Maria Silvasi, Josh Hayes, Amanda Karam and Cecilia Garcia display shoeboxes filled with school supplies. About 30 boxes were donated by students.
Maria Silvasi, Josh Hayes, Amanda Karam and Cecilia Garcia display shoeboxes filled with school supplies. About 30 boxes were donated by students.

By Jessie Archambault 

Maria Silvasi, Josh Hayes, Amanda Karam and Cecilia Garcia display shoeboxes filled with school supplies. About 30 boxes were donated by students.
Maria Silvasi, Josh Hayes, Amanda Karam and Cecilia Garcia display shoeboxes filled with school supplies.
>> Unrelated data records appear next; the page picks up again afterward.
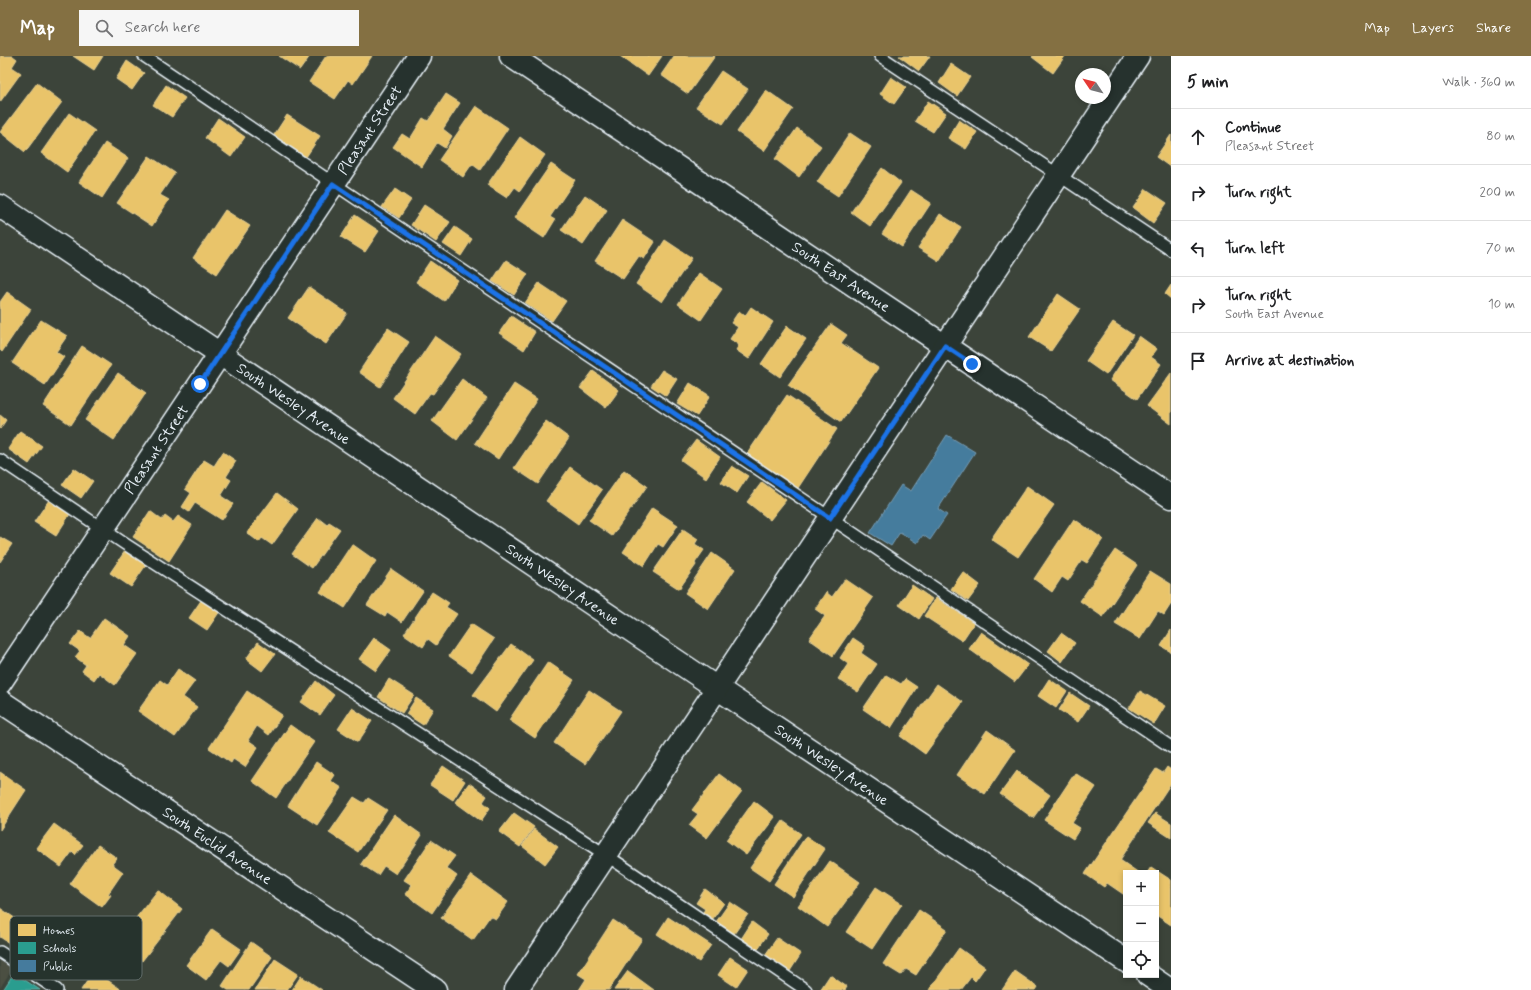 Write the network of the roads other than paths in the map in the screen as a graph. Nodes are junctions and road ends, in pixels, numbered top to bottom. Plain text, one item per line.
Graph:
1 (144, 56) edge
2 (419, 56) edge
3 (511, 56) edge
4 (880, 56) edge
5 (1138, 56) edge
6 (1058, 175) junction
7 (333, 184) junction
8 (0, 206) edge
9 (1171, 250) edge
10 (945, 346) junction
11 (220, 353) junction
12 (0, 460) edge
13 (1171, 497) edge
14 (830, 518) junction
15 (103, 529) junction
16 (0, 683) edge
17 (717, 688) junction
18 (0, 701) edge
19 (1171, 747) edge
20 (606, 855) junction
21 (0, 952) edge
22 (1123, 958) edge
23 (10, 959) edge
24 (1152, 978) edge
25 (42, 980) edge
26 (57, 990) edge
27 (435, 990) edge
28 (516, 990) edge
29 (806, 990) edge
30 (1170, 990) edge

1 - 7 lane
2 - 7 street, Pleasant Street
3 - 10 street, South East Avenue
4 - 6 lane
5 - 6 street
6 - 9 lane
6 - 10 street
7 - 11 street, Pleasant Street
7 - 14 lane
8 - 11 street, South Wesley Avenue
10 - 13 street, South East Avenue
10 - 14 street
11 - 15 street, Pleasant Street
11 - 17 street, South Wesley Avenue
12 - 15 lane
14 - 17 street
14 - 19 lane
15 - 16 street, Pleasant Street
15 - 20 lane
17 - 20 street
17 - 22 street, South Wesley Avenue
18 - 27 street, South Euclid Avenue
20 - 28 street
20 - 29 lane
21 - 23 lane
24 - 30 street
25 - 26 lane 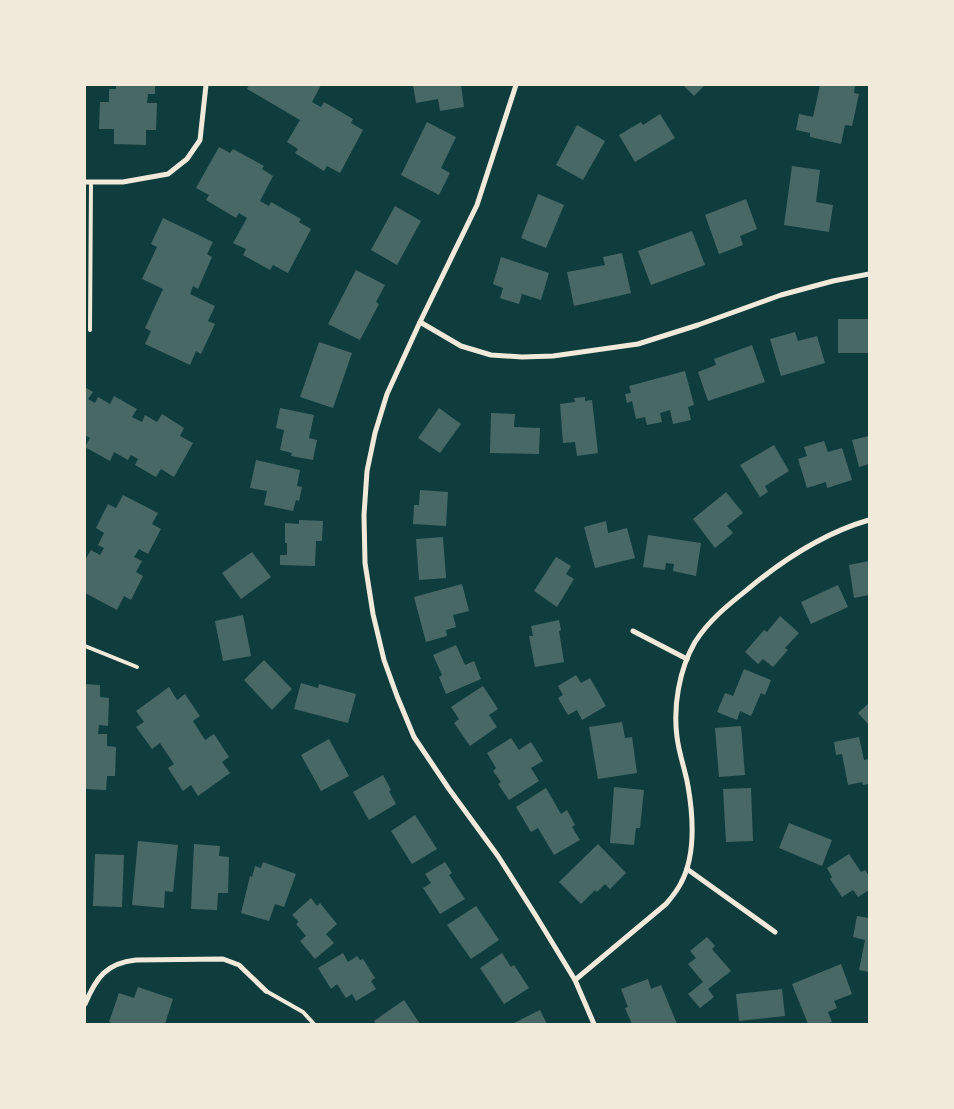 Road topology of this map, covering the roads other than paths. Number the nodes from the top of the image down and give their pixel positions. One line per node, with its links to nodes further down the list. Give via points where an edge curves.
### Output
1 (206, 85): 3 (street, via 200,140 186,159 168,174 123,182)
2 (516, 85): 5 (street, via 477,205)
3 (88, 182): 6 (lane)
4 (869, 274): 5 (street, via 781,295 638,344 553,356 491,355 461,346)
5 (420, 322): 14 (street, via 387,394 367,471 364,515 366,564 373,614 396,696 414,737 498,856)
6 (90, 330)
7 (869, 520): 10 (street, via 817,541 772,569 714,618)
8 (633, 631): 10 (street)
9 (85, 646): 11 (lane)
10 (687, 658): 12 (street, via 676,712 692,828)
11 (137, 667)
12 (687, 869): 13 (street); 14 (street, via 666,904)
13 (775, 932)
14 (575, 980): 18 (street)
15 (266, 991): 16 (street, via 239,965 223,959 136,960 112,966 105,972 97,980); 17 (lane, via 303,1012)
16 (85, 1004)
17 (314, 1024)
18 (594, 1024)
About 30 boxes were donated by students.

Interior decorating students filled shoeboxes with school supplies, accessories and toys for children in need as part of the Christmas shoeboxes initiative earlier this month.

“If it’s about helping, I’ll do it,” said Cecilia Garcia, 21, who participated for the first time this year with classmates.

The shoeboxes were distributed and collected by Algonquin staff members for Operation Christmas Child, an international campaign through Samaritan’s Purse for children in Africa to receive gifts around the holiday season.

S.J. Normand, the interior design program coordinator, challenges her students each year to participate as best they can in the charitable activity.

“They fill the boxes and I pay for the shipping,” she said.

Anyone picking up a box is required to fill it with goodies, write a note to the child that will receive it and provide $7 for the shipping cost. First and second year interior decorating students have filled just over 30 shoeboxes this year, according to Normand.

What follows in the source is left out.